The coordinated attacks against the US on 9/11 were brutal, shocking, and spectacular, but for all of their ghastliness, they made a degree of sense. No matter how much one’s brain boiled with anger and revulsion over the outrage, it was always hard to accept the “why us?” position so disingenuously taken up by the Bush administration. US foreign policy is frequently deplorable, and above all unfair, and to expect the rest of the world to accept that without anyone plotting revenge was foolhardy. Indeed, as many non-Americans have (quietly) remarked in the years since the attacks, it had only been a matter of time.
For many of us, there was a kind of solace to be taken in this truth, in the belief that this was not a motiveless crime, not merely a baseless act of ignorance and religious mania. In short, the fact that Bin Laden and his followers had a clear statement of purpose (which was carefully swept under the rug by the Bush administration) helped to at least provide some understanding of the whole thing. They had an agenda, a rationale (however repulsive), and above all, a reason (however odious) for doing this terrible thing. Back in those early days of the suddenly declared War on Terror, there was a brief stretch of a few months when a certain meaning seemed to hover around the events.
But when, in early 2002, Wall Street Journal reporter Daniel Pearl was murdered by a group of Pakistani and Afghani thugs, it became impossible to take cold comfort in the idea that Al-Qaeda was working a logical (if poisonous) political game. His death was somehow different, a signal that things had changed. Indeed, Pearl’s murder was proof that this concept of jihad, of an unending war against Jews and the “great Satan” that is the US, is indiscriminate, vulgar, and, finally, morally bankrupt. To exact a meaningless price from this reporter, whose work was, by all accounts, fair and levelheaded, was to demonstrate the final idiocy of the politics of these jihadists. This wasn’t about meaning anymore, was it?
September 11th was a demonstration of power, of will, and of capability. Pearl’s murder was a demonstration of a hollow politics of hatred. Here was a man whose murder benefited no one, an action that brought nothing but further pain and hardship to the people of Pakistan (who had to suffer increasing losses of civil liberties in the wake of this high-profile kidnapping). Here was a murder of such ancient brutality that it signaled to all that this was a politics of regression, of infantile reckoning, predicated upon the misreading of one of the world’s most beautiful books. Politics, suddenly, wasn’t the right word to define this thing.
Michael Winterbottom’s study of all of this, last Spring’s extraordinary A Mighty Heart, works like a live action documentary without offering much of an editorial on its subject matter. Following the fraught few weeks between Pearl’s kidnapping and his murder, the film places us in the midst of the unfolding horror as every clue leads to some new bit of unhappy news. At the center of the film is Marianne Pearl, Daniel’s pregnant wife (also herself a journalist), and her close friends and colleagues. As good reporters, they try to turn this into a story, scribbling names in notepads and on whiteboards, having roundtable discussions that look and feel like editorial sessions, and pushing sources for information. They collaborate with local police (and some American law enforcement services including the FBI), and at times the film takes us on extended missions with the police as they try to track down something useful. It rarely works.

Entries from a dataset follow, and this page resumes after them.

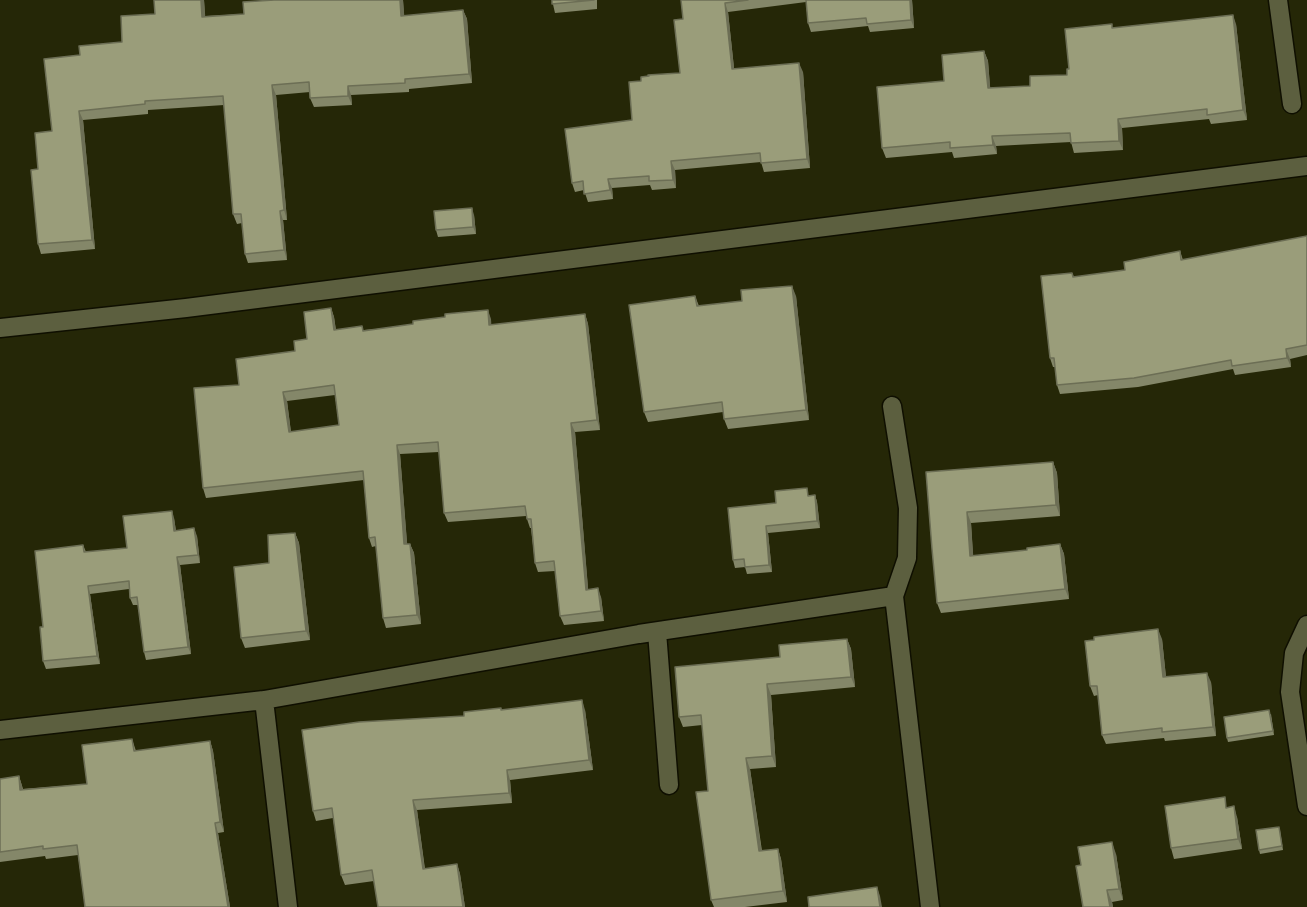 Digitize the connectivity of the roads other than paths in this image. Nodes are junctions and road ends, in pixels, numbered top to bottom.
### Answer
1 (1278, 0) edge
2 (1292, 104) dead end
3 (1307, 166) edge
4 (0, 328) edge
5 (892, 406) dead end
6 (894, 596) junction
7 (1307, 625) edge
8 (657, 632) junction
9 (264, 700) junction
10 (0, 730) edge
11 (669, 785) dead end
12 (1307, 806) edge
13 (288, 907) edge
14 (930, 907) edge

1 - 2 street
3 - 4 street
5 - 6 street
6 - 8 street
6 - 14 street
7 - 12 street
8 - 9 street
8 - 11 street
9 - 10 street
9 - 13 street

Throughout, Marianne Pearl (Angelia Jolie in what is undoubtedly her finest performance to date) remains amazingly calm, even steely. Her logic and rationalism contrasts visibly with the rambling chaos of Karachi that unfurls just outside her gated compound. As the search for her husband grows increasingly fruitless, she perseveres. “Their point is to terrorize people,” she explains, defiantly. “Well, I am not terrorized.”
A Mighty Heart maintains a close, fly-on-the-wall presence throughout, its hand-held cameras and improvised dialogue (replete with stutters and coughs) providing a remarkable sense of immediacy and verisimilitude. The ensemble cast (including a warm, heartening performance by the beautiful Archie Panjabi) is sharp and attractive, but appropriately bedraggled. It’s all very compelling, and certainly at times fascinating as a study of a remarkable woman in a time of unparalleled apprehension and grief. But, in the end, what we have known since we sat down in front of the screen (reluctantly, I might add) has to take place. Daniel has to be murdered and Marianne’s world has to be shattered.
What this leaves us with is an odd bit of entertainment. As with Paul Greengrass’ masterful play-by-play of the highjacking of United 93, we know exactly where this film is going from the opening credits. It simply can’t surprise us. Suspense, then, is always already muted by the simple fact of inexorability. At last, all we have is the horror we began with. Pearl will be beheaded, for nothing, and the world gets a little darker.